En Irán, la campeona Dorsa Derakhshani fue expulsada del equipo nacional por no llevar velo en un torneo. Se negó a retroceder, se negó a fingir. Hoy representa a Estados Unidos y sigue hablando por los oprimidos. ¿Qué nos dice eso sobre la fuerza del carácter?

Silencios que son traiciones

A algunos ajedrecistas cubanos los he interpelado. Les he hablado con respeto, los he llamado al debate, a desnudarse el alma. La mayoría me ha silenciado. Otros, con más cobardía, simplemente me han bloqueado. ¿Ese es el temple de un maestro? ¿Ese es el espíritu de Caissa? No. Ese es el acto del que ha preferido arrodillarse.

Les digo, desde la pasión que me une a este juego desde la infancia:

La dignidad vale más que una medalla. Vale más que un trofeo. Vale más que un viaje.

La patria —esa palabra que para algunos es apenas un eco— es el tablero más grande que nos regala la vida.

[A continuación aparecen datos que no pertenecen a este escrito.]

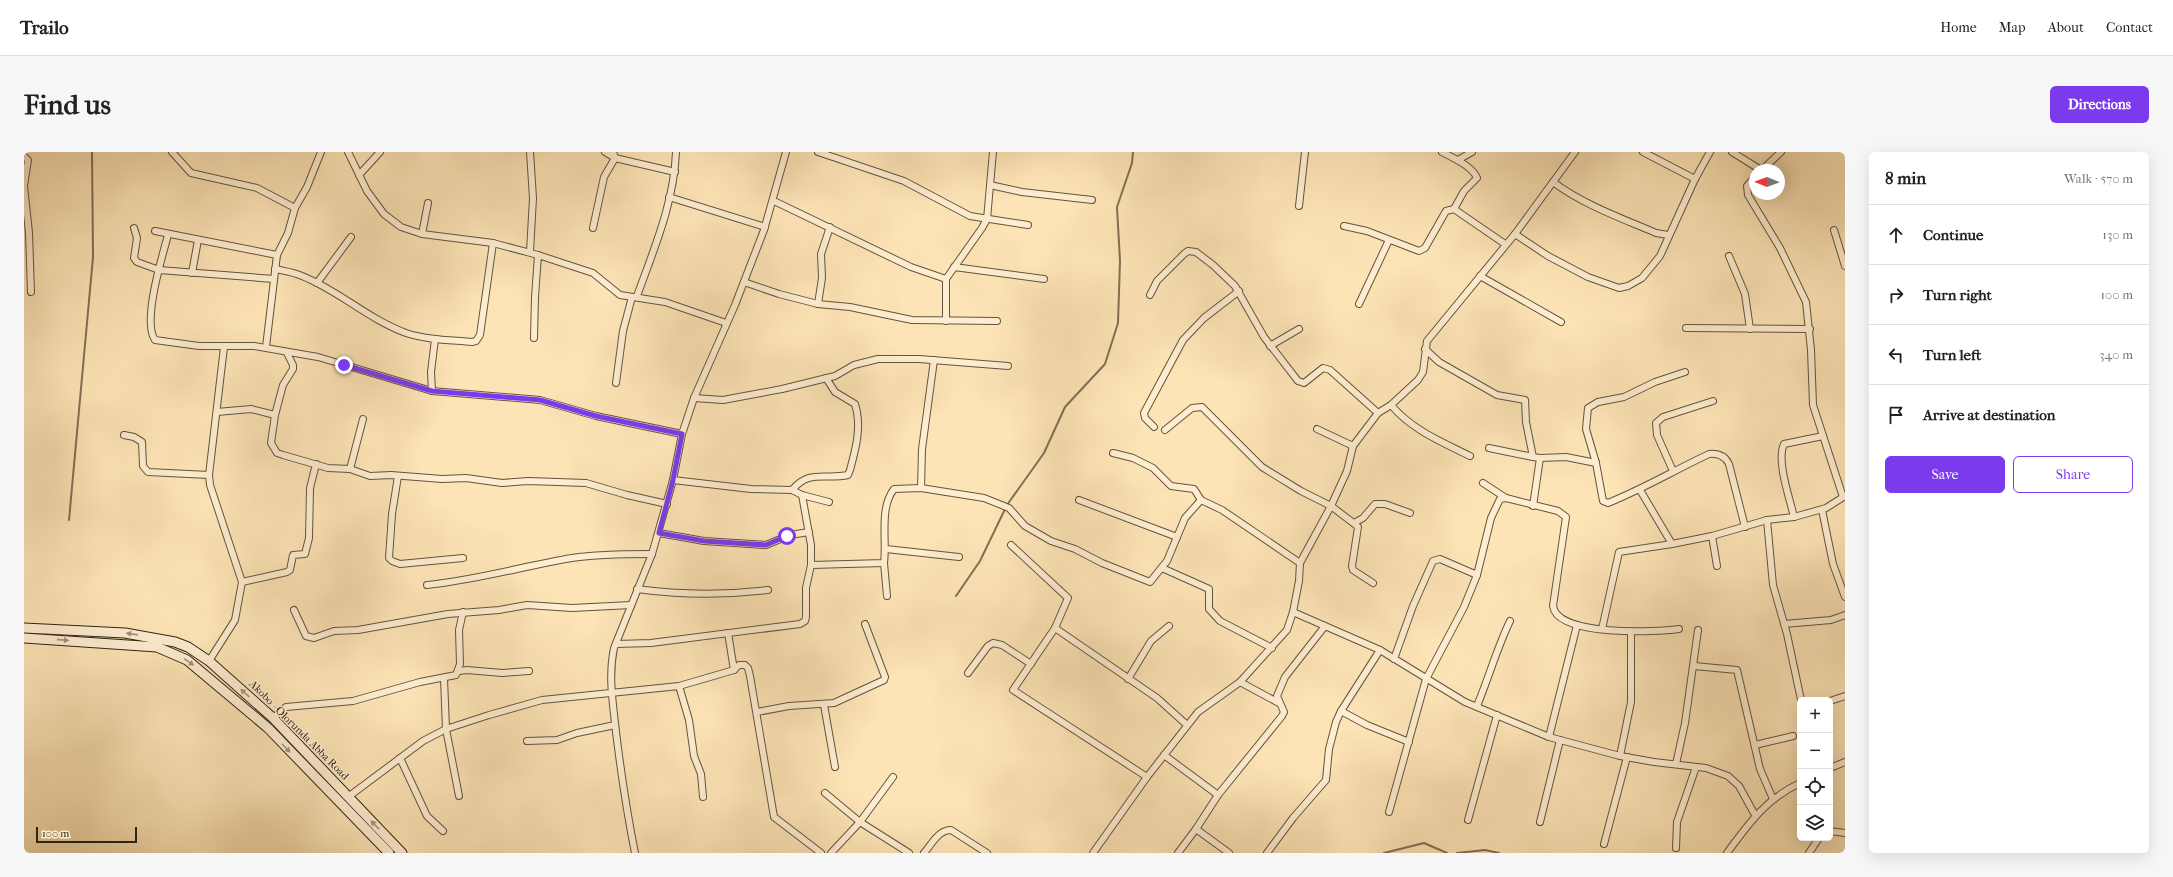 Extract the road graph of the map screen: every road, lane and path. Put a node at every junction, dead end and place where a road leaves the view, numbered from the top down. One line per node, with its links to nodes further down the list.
1 (172, 152): 38 (street)
2 (321, 152): 38 (street)
3 (348, 152): 25 (street)
4 (380, 152): 25 (street)
5 (530, 152): 57 (street)
6 (605, 152): 19 (street)
7 (676, 152): 24 (street)
8 (786, 152): 34 (street)
9 (818, 152): 39 (street)
10 (993, 152): 28 (street)
11 (1305, 152): 36 (street)
12 (1442, 152): 21 (street)
13 (1472, 152): 21 (street)
14 (1575, 152): 27 (street)
15 (1644, 152): 26 (street)
16 (1710, 152): 26 (street)
17 (1732, 152): 22 (street)
18 (1781, 152): 23 (street)
19 (614, 155): 24 (street); 45 (street)
20 (24, 156): 73 (street)
21 (1458, 160): 37 (street)
22 (1752, 164)
23 (1768, 164)
24 (675, 172): 30 (street)
25 (359, 175): 48 (street)
26 (1695, 180): 51 (street)
27 (1553, 182): 49 (street); 51 (street)
28 (990, 184): 32 (street); 39 (street)
29 (1749, 184): 31 (street)
30 (669, 197): 42 (street); 75 (street)
31 (1749, 197)
32 (1092, 200)
33 (1751, 200): 85 (street)
34 (774, 201): 42 (street); 43 (street)
35 (428, 203): 48 (street)
36 (1299, 206)
37 (1456, 207): 54 (street); 56 (street)
38 (295, 208): 58 (street)
39 (987, 219): 40 (street); 62 (street)
40 (1028, 225)
41 (1344, 226): 54 (street)
42 (765, 227): 70 (street)
43 (830, 227): 69 (street); 76 (street)
44 (134, 228): 64 (street)
45 (593, 228)
46 (1834, 230): 61 (street)
47 (155, 231): 50 (street)
48 (422, 234): 55 (street)
49 (1514, 234): 51 (street); 56 (street)
50 (168, 235): 53 (street); 64 (street)
51 (1668, 235)
52 (351, 237): 71 (street)
53 (198, 240): 58 (street); 65 (street)
54 (1389, 240): 77 (street)
55 (493, 243): 57 (street); 87 (street)
56 (1506, 244): 66 (street)
57 (530, 252): 59 (street)
58 (277, 255): 63 (street)
59 (538, 255): 75 (street); 86 (street)
60 (1730, 256): 84 (street)
61 (1845, 266)
62 (954, 267): 67 (street); 69 (street)
63 (275, 269): 68 (street); 71 (street)
64 (159, 270): 65 (street); 89 (street)
65 (192, 273): 68 (street)
66 (1480, 276): 80 (street); 91 (street)
67 (1044, 278)
68 (274, 279): 90 (street)
69 (946, 279): 78 (street)
70 (744, 282): 76 (street); 81 (street)
71 (317, 283): 87 (street)
72 (1239, 291): 74 (street); 88 (street); 106 (street)
73 (31, 292)
74 (1150, 294)
75 (634, 296): 81 (street); 97 (street)
76 (818, 304): 78 (street)
77 (1359, 304)
78 (946, 321): 79 (street)
79 (997, 321)
80 (1561, 322)
81 (726, 323): 99 (street)
82 (1686, 328): 84 (street)
83 (1299, 329): 88 (street)
84 (1750, 329): 85 (street)
85 (1810, 329): 111 (street)
86 (534, 338)
87 (435, 340): 98 (street)
88 (1270, 346): 103 (street)
89 (224, 347): 90 (street); 102 (street)
90 (266, 348): 92 (street)
91 (1425, 349): 101 (street); 116 (street)
92 (287, 353): 98 (street); 104 (street)
93 (934, 360): 94 (street); 96 (street); 125 (street)
94 (1008, 366)
95 (1685, 372): 117 (street)
96 (826, 378): 99 (street); 126 (street)
97 (616, 383)
98 (432, 391): 109 (street)
99 (694, 398): 109 (street)
100 (1713, 401): 120 (street)
101 (1392, 405): 103 (street); 115 (street)
102 (217, 412): 104 (street); 121 (street)
103 (1378, 413): 112 (street)
104 (275, 415): 118 (street)
105 (363, 419): 119 (street)
106 (1154, 427)
107 (1317, 429): 112 (street)
108 (1164, 430): 135 (street)
109 (682, 434): 123 (street)
110 (124, 435): 121 (street)
111 (1823, 436): 129 (street); 139 (street)
112 (1353, 446): 135 (street)
113 (1489, 448): 116 (street)
114 (1113, 453): 132 (street)
115 (1470, 456)
116 (1537, 458): 117 (street); 136 (street)
117 (1596, 463): 127 (street)
118 (316, 464): 119 (street); 159 (street)
119 (350, 469): 122 (street)
120 (1673, 471): 127 (street); 142 (street)
121 (209, 475): 159 (street)
122 (398, 476): 134 (street); 152 (street)
123 (673, 480): 126 (street); 134 (street)
124 (1483, 483): 130 (street)
125 (921, 488): 149 (street); 157 (street)
126 (792, 490): 128 (street)
127 (1640, 490): 147 (street)
128 (802, 495): 133 (street); 143 (street)
129 (1844, 497): 137 (street)
130 (1506, 498): 136 (street); 158 (street)
131 (1080, 500): 146 (street)
132 (1201, 500): 146 (street); 153 (street)
133 (829, 502)
134 (666, 504): 144 (street)
135 (1331, 506): 141 (street); 153 (street)
136 (1533, 506): 174 (street)
137 (1822, 510): 139 (street); 165 (street)
138 (1410, 513): 141 (street)
139 (1794, 517): 140 (street)
140 (1767, 520): 142 (street); 173 (street)
141 (1354, 523): 160 (street)
142 (1745, 527): 145 (street)
143 (809, 532): 144 (street); 155 (street)
144 (659, 533): 150 (street)
145 (1712, 536): 147 (street); 156 (street)
146 (1177, 537): 157 (street)
147 (1672, 544): 179 (street)
148 (1011, 545): 178 (street)
149 (886, 549): 151 (street); 154 (street)
150 (652, 554): 161 (street); 162 (street)
151 (960, 557)
152 (463, 558)
153 (1300, 562): 169 (street)
154 (884, 563): 155 (street); 164 (street)
155 (811, 565): 183 (street)
156 (1718, 566)
157 (1162, 568): 186 (street)
158 (1477, 574): 188 (street); 198 (street)
159 (242, 582): 189 (street)
160 (1373, 583)
161 (427, 585)
162 (637, 589): 163 (street); 166 (street)
163 (768, 590)
164 (887, 596)
165 (1845, 597)
166 (630, 605): 168 (street); 185 (street)
167 (294, 610): 168 (street)
168 (463, 612): 193 (street)
169 (1293, 612): 176 (street); 186 (street)
170 (1845, 615): 173 (street)
171 (1510, 621): 207 (street)
172 (865, 624): 206 (street)
173 (1784, 624): 203 (street)
174 (1577, 625): 179 (street); 216 (street)
175 (1169, 626): 197 (street)
176 (1325, 626): 187 (street); 205 (street)
177 (24, 628): 189 (main road, Akobo - Olorunda Abba Road, one-way to 177)
178 (1055, 628): 190 (street); 197 (street)
179 (1602, 629): 182 (street)
180 (1679, 629): 182 (street)
181 (1698, 630): 191 (street)
182 (1631, 632): 222 (street)
183 (728, 633): 185 (street); 192 (street)
184 (24, 638): 251 (main road, Akobo - Olorunda Abba Road, one-way to 251)
185 (616, 644): 201 (street)
186 (1272, 648): 199 (street)
187 (1380, 650): 188 (street); 208 (street)
188 (1394, 659): 198 (street)
189 (210, 661): 211 (main road, Akobo - Olorunda Abba Road, one-way to 189)
190 (1031, 664): 195 (street); 231 (street)
191 (1694, 666): 220 (street); 226 (street)
192 (734, 670): 200 (street); 209 (street)
193 (459, 671): 194 (street); 196 (street)
194 (529, 671)
195 (968, 673)
196 (444, 678): 211 (street); 214 (street)
197 (1128, 679): 213 (street)
198 (1426, 679): 207 (street); 219 (street)
199 (1240, 682): 205 (street); 213 (street)
200 (679, 686): 201 (street); 237 (street)
201 (610, 694): 212 (street); 214 (street)
202 (1845, 696): 204 (street)
203 (1800, 697)
204 (1833, 700)
205 (1279, 703): 234 (street)
206 (824, 705): 209 (street); 227 (street)
207 (1477, 706): 210 (street)
208 (1341, 711): 219 (street); 262 (street)
209 (756, 712): 254 (street)
210 (1497, 715): 216 (street); 241 (street)
211 (272, 718): 236 (main road, Akobo - Olorunda Abba Road)
212 (615, 725): 218 (street); 253 (street)
213 (1187, 725): 221 (street)
214 (446, 729): 224 (street); 235 (street)
215 (1793, 736): 220 (street)
216 (1549, 737): 217 (street)
217 (1560, 740): 222 (street); 243 (street)
218 (527, 741)
219 (1409, 742): 239 (street)
220 (1755, 745): 238 (street)
221 (1164, 755): 231 (street); 234 (street)
222 (1620, 756): 223 (street)
223 (1627, 757): 226 (street); 249 (street)
224 (400, 758): 236 (street); 245 (street)
225 (1845, 762): 229 (street)
226 (1676, 764): 228 (street)
227 (835, 767)
228 (1696, 767): 240 (street); 250 (street)
229 (1833, 767)
230 (893, 777): 242 (street)
231 (1147, 777): 259 (street)
232 (1797, 784): 238 (street)
233 (825, 793): 242 (street)
234 (1218, 795): 244 (street)
235 (459, 796)
236 (348, 797): 252 (main road, Akobo - Olorunda Abba Road, one-way to 236)
237 (703, 797)
238 (1772, 799): 240 (street)
239 (1389, 812)
240 (1755, 815): 263 (street)
241 (1468, 820)
242 (860, 822): 255 (street); 256 (street)
243 (1540, 822)
244 (1196, 829): 260 (street); 261 (street)
245 (443, 831)
246 (1833, 831): 247 (street)
247 (1845, 833)
248 (1817, 841): 264 (street)
249 (1604, 844)
250 (1676, 848)
251 (389, 853)
252 (402, 853)
253 (635, 853)
254 (821, 853)
255 (831, 853)
256 (909, 853)
257 (924, 853): 258 (street)
258 (987, 853)
259 (1093, 853)
260 (1178, 853)
261 (1229, 853)
262 (1267, 853)
263 (1727, 853)
264 (1809, 853)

Y en él, cada uno debe decidir si juega como un caballero o si se arrastra como un peón vendido.

La nobleza del ajedrecista no se mide por sus títulos, sino por su vergüenza, por su compromiso con la verdad, por su negativa a ser cómplice.

Hoy más que nunca, Cuba necesita ajedrecistas que jueguen la partida más difícil: la de la dignidad frente a la opresión. Y en esa, no hay tablas posibles.

O se gana con decoro, o se pierde para siempre.